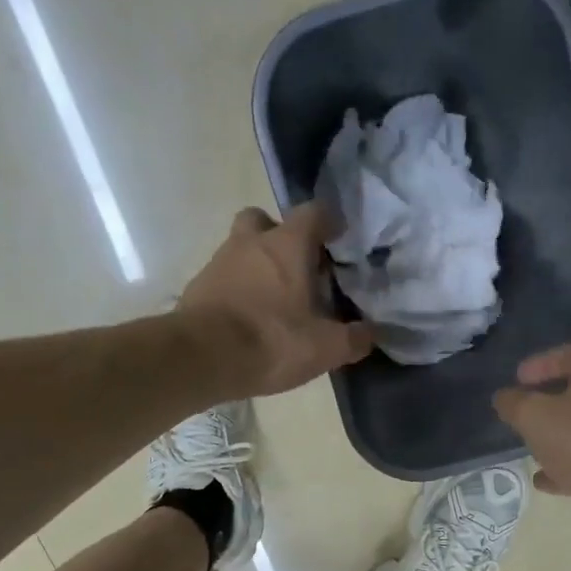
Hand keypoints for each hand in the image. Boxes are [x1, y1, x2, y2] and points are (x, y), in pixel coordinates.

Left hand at [178, 205, 372, 397]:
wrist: (202, 358)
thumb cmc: (272, 341)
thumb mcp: (326, 348)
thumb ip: (354, 338)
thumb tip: (371, 333)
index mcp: (288, 245)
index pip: (314, 212)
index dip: (329, 222)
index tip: (339, 240)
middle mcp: (251, 242)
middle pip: (266, 221)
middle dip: (282, 237)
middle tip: (298, 267)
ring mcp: (220, 261)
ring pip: (242, 249)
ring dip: (258, 265)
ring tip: (275, 300)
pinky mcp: (198, 287)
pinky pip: (224, 278)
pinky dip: (238, 290)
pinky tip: (249, 319)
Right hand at [493, 345, 570, 521]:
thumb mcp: (534, 417)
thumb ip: (514, 403)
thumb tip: (504, 397)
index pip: (568, 355)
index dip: (538, 364)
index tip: (516, 379)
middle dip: (548, 402)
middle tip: (524, 412)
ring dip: (558, 435)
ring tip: (531, 447)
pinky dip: (569, 463)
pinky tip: (545, 479)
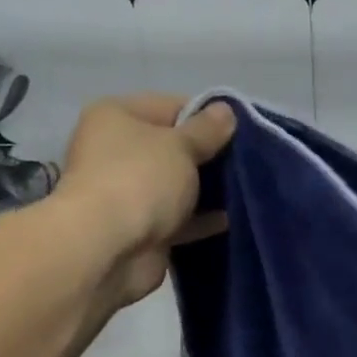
____________
Exercise –
Out of the entries above, write out only the lines between the line holding "ring dip: (258, 265)" and the line holding "middle dip: (548, 402)", inclusive, each exactly as given.

Result of the task –
ring dip: (258, 265)
ring tip: (275, 300)
pinky mcp: (198, 287)
pinky pip: (224, 278)
pinky dip: (238, 290)
pinky tip: (249, 319)
Right hand at [493, 345, 570, 521]:
thumb mcp: (534, 417)
thumb ip: (514, 403)
thumb tip: (504, 397)
index pip: (568, 355)
index dip: (538, 364)
index tip: (516, 379)
middle dip: (548, 402)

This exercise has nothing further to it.